I've been having the same discussion all week so I'd be interested, too. I bought these 4 fish labeled Blue Acara and someone (knowlegable) said he thought they were probably Green Terrors. They're so similar it's really hard to tell them apart when they're young. Plus add to the fact they're probably being inter-bred.
Having a hard time getting this to post, I'll try again. Here's the pic of one of the 4 I got.


----------



## convictkid (Jul 28, 2004)

Thats most def a GT, but ur right it could possibly be mixed.


----------



## MetalHead06351 (Oct 3, 2007)

I agree, definitly a gt.


----------



## ksane (Mar 19, 2008)

I'm thrilled with the fish now after seeing how they act. Beg like Oscars, they practically do flips when I walk up to the tank. They'll literally eat anything I put in the tank. If I'd have know this is what GT's were like I'd have had them a loooooong time ago. If Green Terrors are so much like Blue Acaras....what exactly is the difference? I was also told their personalities are very similar, too.
Here's a better picture on one of the others showing all the colors. These guys are under 2" and their colors are so pretty. I can only imagine how gorgeous they'll be full grown.


----------



## HONDO (May 4, 2008)

huh, interesting that other people are having the same confusion. what traits can clearly distinguish a blue acara from a gt? anyone have true blue acaras that they know are not gts?


----------



## jcushing (Apr 6, 2008)

they look real similar when young so thats usually the confusion, there shouldnt be much confusion though once htey get larger.

id love to see some pics of some blues though :thumb:


----------



## fishyfishyfish (May 8, 2008)

Heres a couple of pictures of my green terrors, (assuming they are acara's they seem to be very similar)

They are 7" male & 5" female

Is there any difference in size / temperament etc???

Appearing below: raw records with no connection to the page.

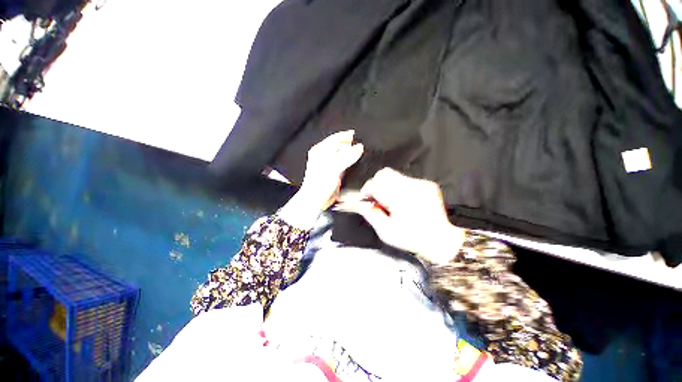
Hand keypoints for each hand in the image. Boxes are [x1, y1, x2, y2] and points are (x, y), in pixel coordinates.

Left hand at [298, 130, 363, 210]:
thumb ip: (347, 155)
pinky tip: (353, 164)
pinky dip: (349, 162)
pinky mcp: (332, 172)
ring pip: (341, 154)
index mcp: (320, 150)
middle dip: (349, 144)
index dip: (346, 135)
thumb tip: (358, 147)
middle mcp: (323, 156)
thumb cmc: (318, 184)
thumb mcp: (334, 167)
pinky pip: (343, 163)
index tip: (356, 135)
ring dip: (350, 153)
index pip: (335, 138)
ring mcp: (328, 164)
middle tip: (359, 144)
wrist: (316, 199)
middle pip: (339, 145)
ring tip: (358, 153)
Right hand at [336, 168, 463, 263]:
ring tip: (390, 200)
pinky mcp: (427, 184)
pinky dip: (399, 187)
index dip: (367, 190)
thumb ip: (372, 216)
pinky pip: (406, 179)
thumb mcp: (387, 233)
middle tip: (377, 198)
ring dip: (387, 185)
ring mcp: (420, 184)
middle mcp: (411, 187)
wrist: (442, 240)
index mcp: (400, 199)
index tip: (366, 198)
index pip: (376, 184)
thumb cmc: (414, 239)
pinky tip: (403, 200)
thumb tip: (362, 205)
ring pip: (394, 175)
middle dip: (376, 184)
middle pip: (384, 174)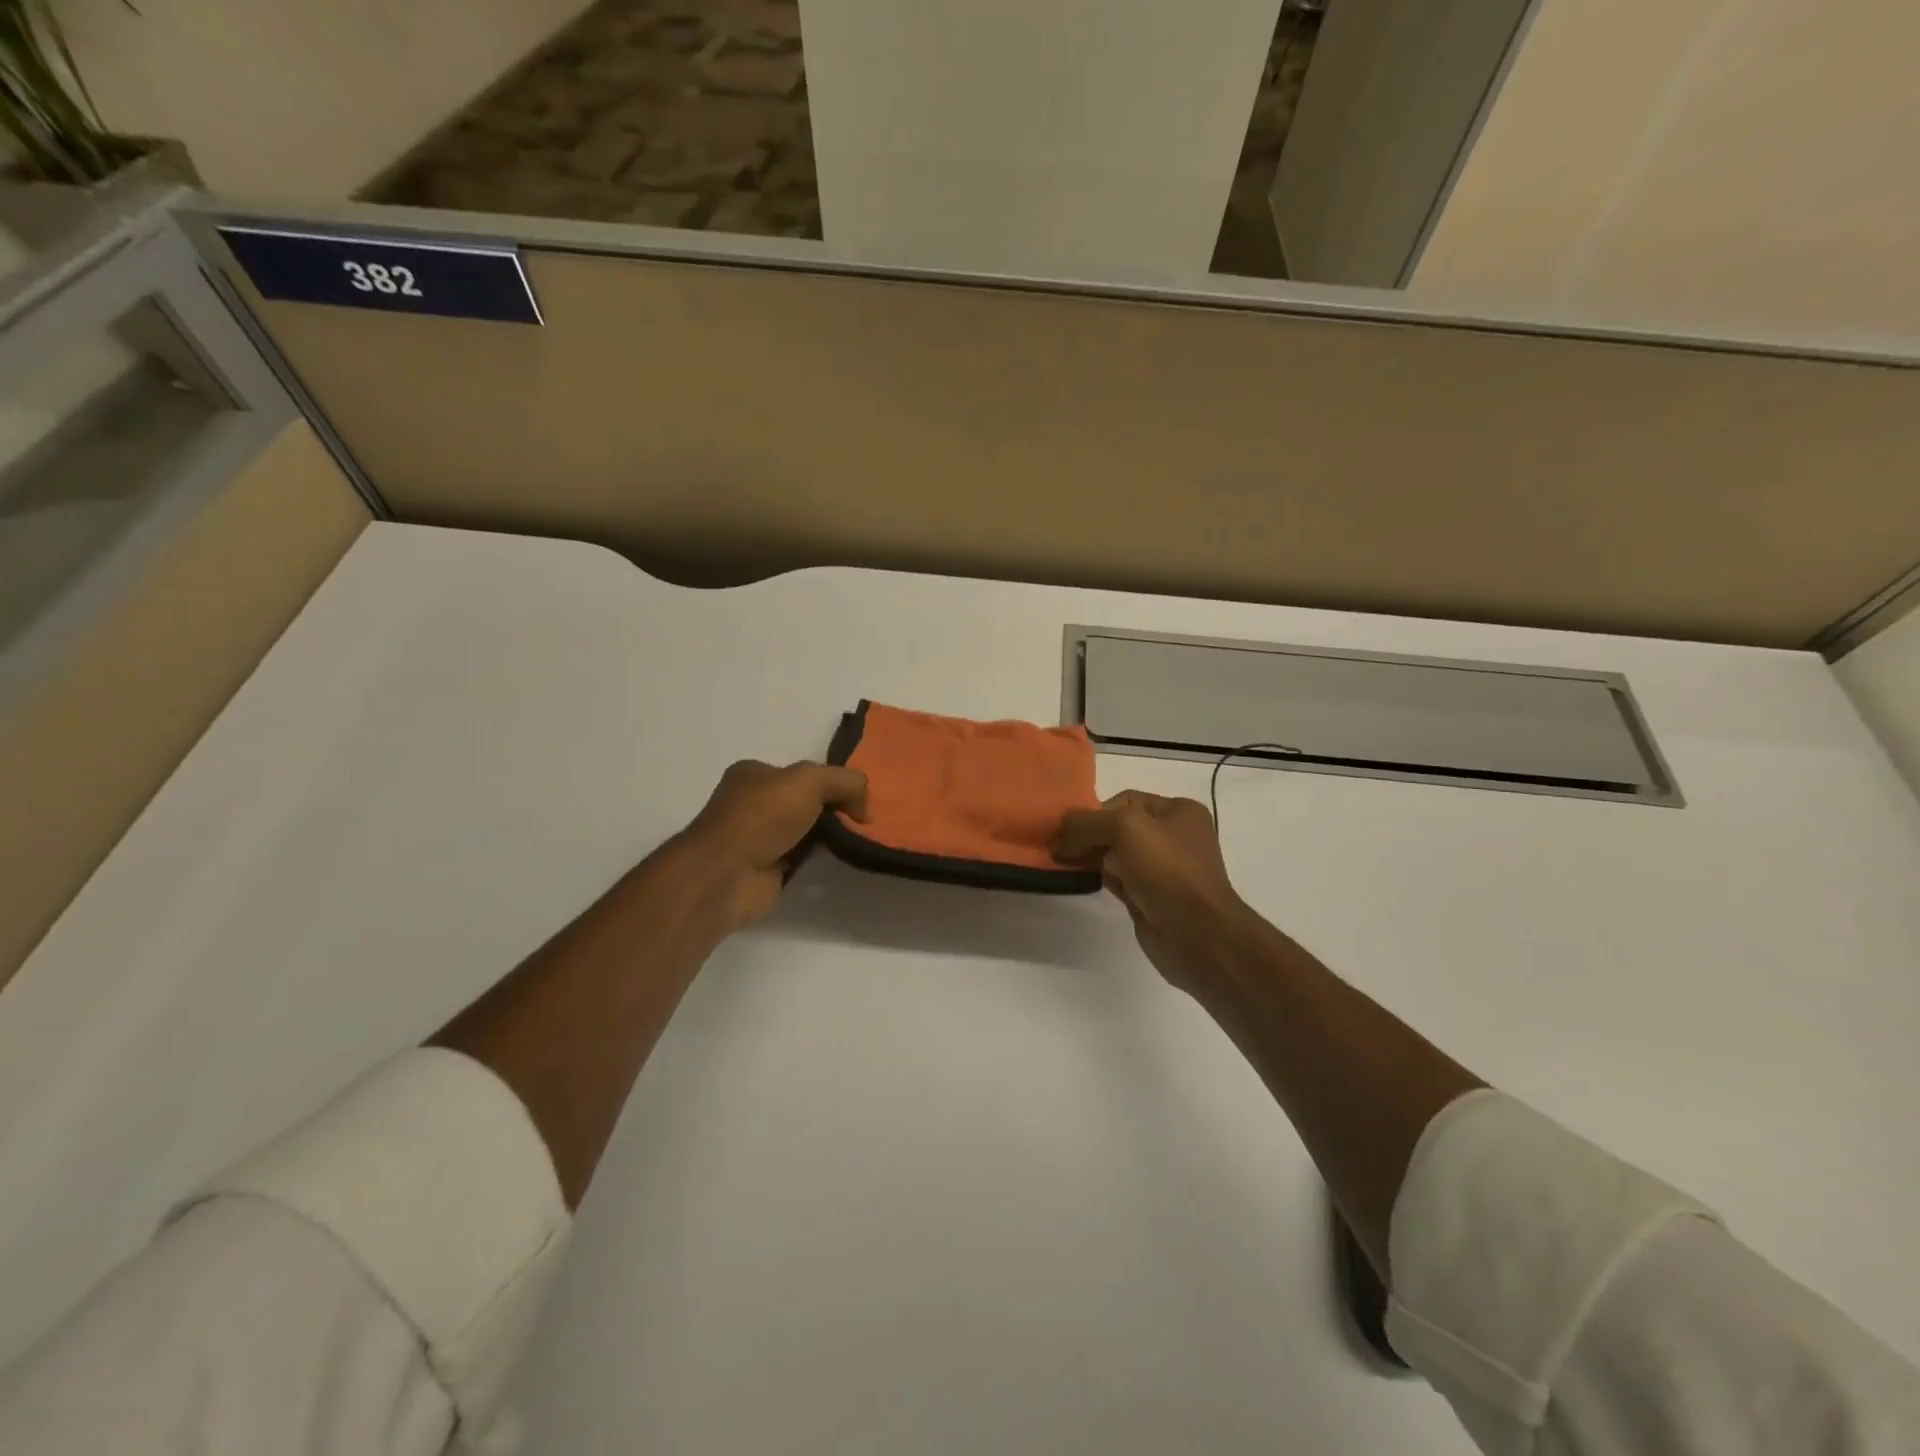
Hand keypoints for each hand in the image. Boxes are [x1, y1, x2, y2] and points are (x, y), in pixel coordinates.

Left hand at [679, 759, 869, 929]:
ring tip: (859, 839)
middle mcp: (753, 803)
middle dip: (833, 808)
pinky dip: (819, 857)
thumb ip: (845, 782)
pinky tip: (839, 858)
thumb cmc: (762, 816)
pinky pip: (802, 857)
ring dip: (828, 834)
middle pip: (805, 801)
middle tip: (863, 819)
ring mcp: (758, 837)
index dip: (831, 781)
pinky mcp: (765, 869)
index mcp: (754, 773)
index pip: (802, 773)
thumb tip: (864, 808)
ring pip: (805, 830)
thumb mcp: (810, 780)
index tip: (858, 797)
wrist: (727, 875)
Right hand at [1053, 790, 1251, 995]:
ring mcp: (1163, 869)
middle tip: (1059, 848)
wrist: (1196, 935)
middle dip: (1089, 835)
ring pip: (1115, 854)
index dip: (1095, 812)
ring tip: (1064, 863)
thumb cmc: (1167, 870)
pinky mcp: (1150, 897)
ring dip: (1090, 856)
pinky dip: (1099, 877)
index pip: (1125, 801)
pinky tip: (1082, 879)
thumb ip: (1086, 823)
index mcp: (1178, 811)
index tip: (1070, 831)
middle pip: (1117, 827)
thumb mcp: (1124, 829)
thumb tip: (1059, 836)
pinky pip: (1118, 878)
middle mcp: (1173, 836)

Plus i can't think of a nicer looking cichlid than gt's so if they are gt's then bonus.


----------



## ksane (Mar 19, 2008)

I'm not near the expert some are but judging from the side and pretty color on their fins I think they're Green Terrors. Blue Acaras supposedly don't have that cool red lining on their tails.
That's a gorgeous pair!
Blue Acaras supposdely max out at 6", too.


----------